Problem to solve - Please repeat each line from the one holding "thumb mcp: (398, 412)" through the final line of the data, exactly as it stands, with no pictures.

Records provided -
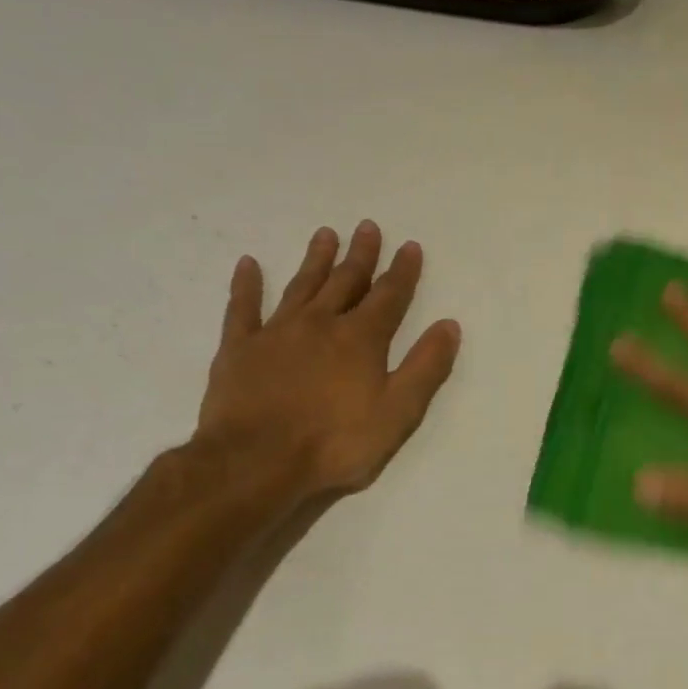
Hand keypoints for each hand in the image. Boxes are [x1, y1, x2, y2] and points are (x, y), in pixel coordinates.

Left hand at [194, 221, 460, 505]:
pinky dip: (246, 286)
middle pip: (345, 281)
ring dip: (315, 260)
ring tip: (325, 234)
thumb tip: (449, 325)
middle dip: (360, 255)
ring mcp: (276, 333)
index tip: (410, 246)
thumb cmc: (335, 441)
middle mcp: (320, 324)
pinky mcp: (238, 349)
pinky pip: (242, 308)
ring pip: (300, 286)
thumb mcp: (398, 412)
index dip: (402, 271)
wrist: (255, 462)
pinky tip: (248, 264)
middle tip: (367, 227)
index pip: (389, 296)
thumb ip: (426, 367)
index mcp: (361, 339)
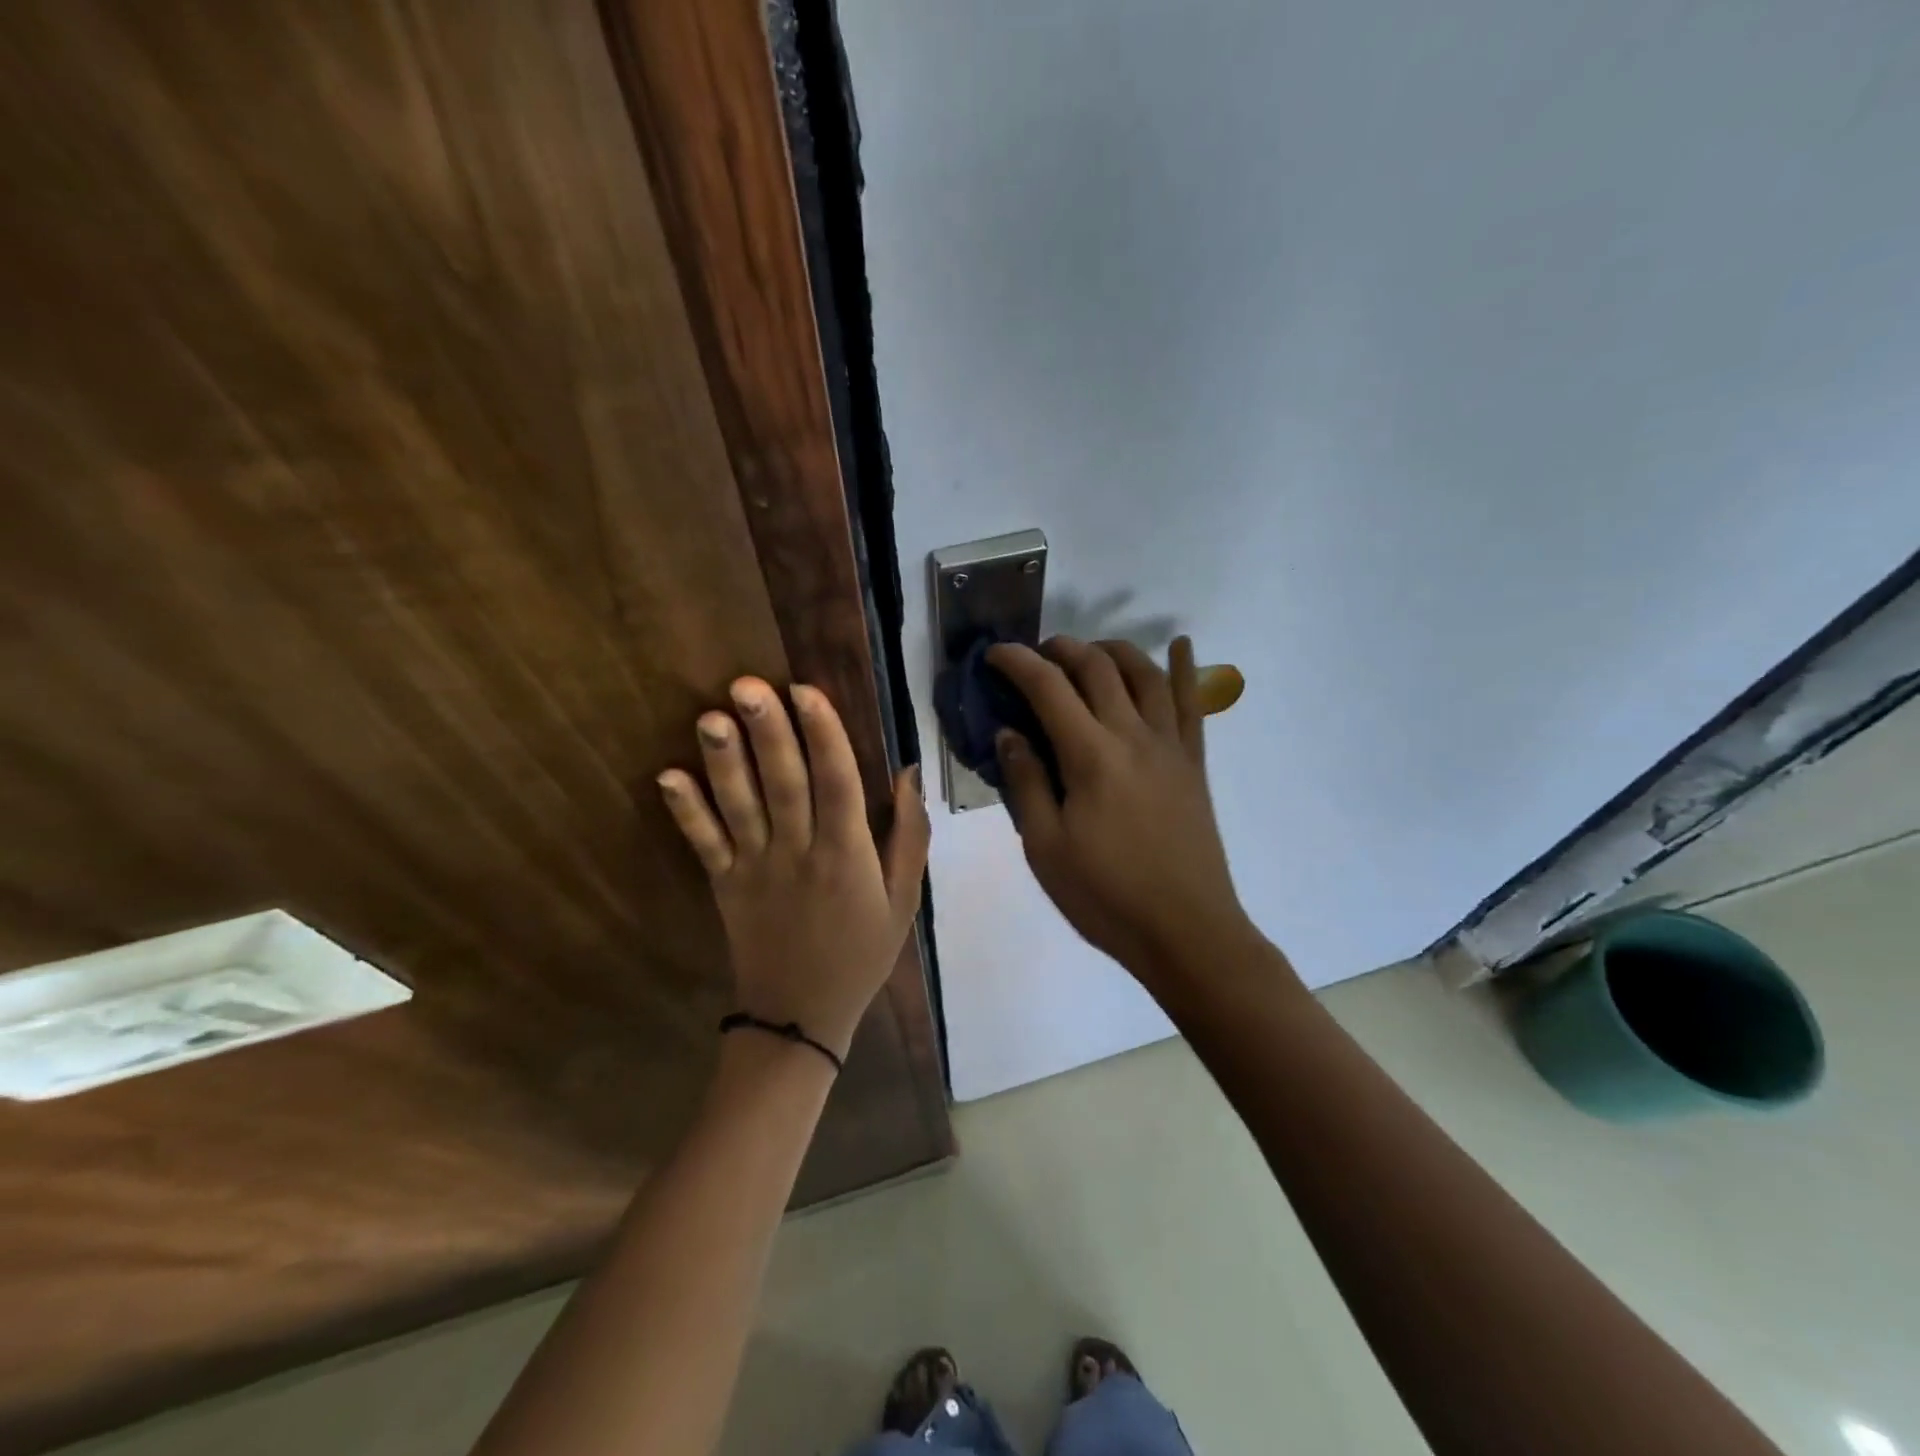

Written answer -
thumb mcp: (398, 412)
index dip: (402, 271)
wrist: (255, 462)
pinky tip: (248, 264)
middle tip: (367, 227)
index pip: (389, 296)
thumb ip: (426, 367)
index mcp: (361, 339)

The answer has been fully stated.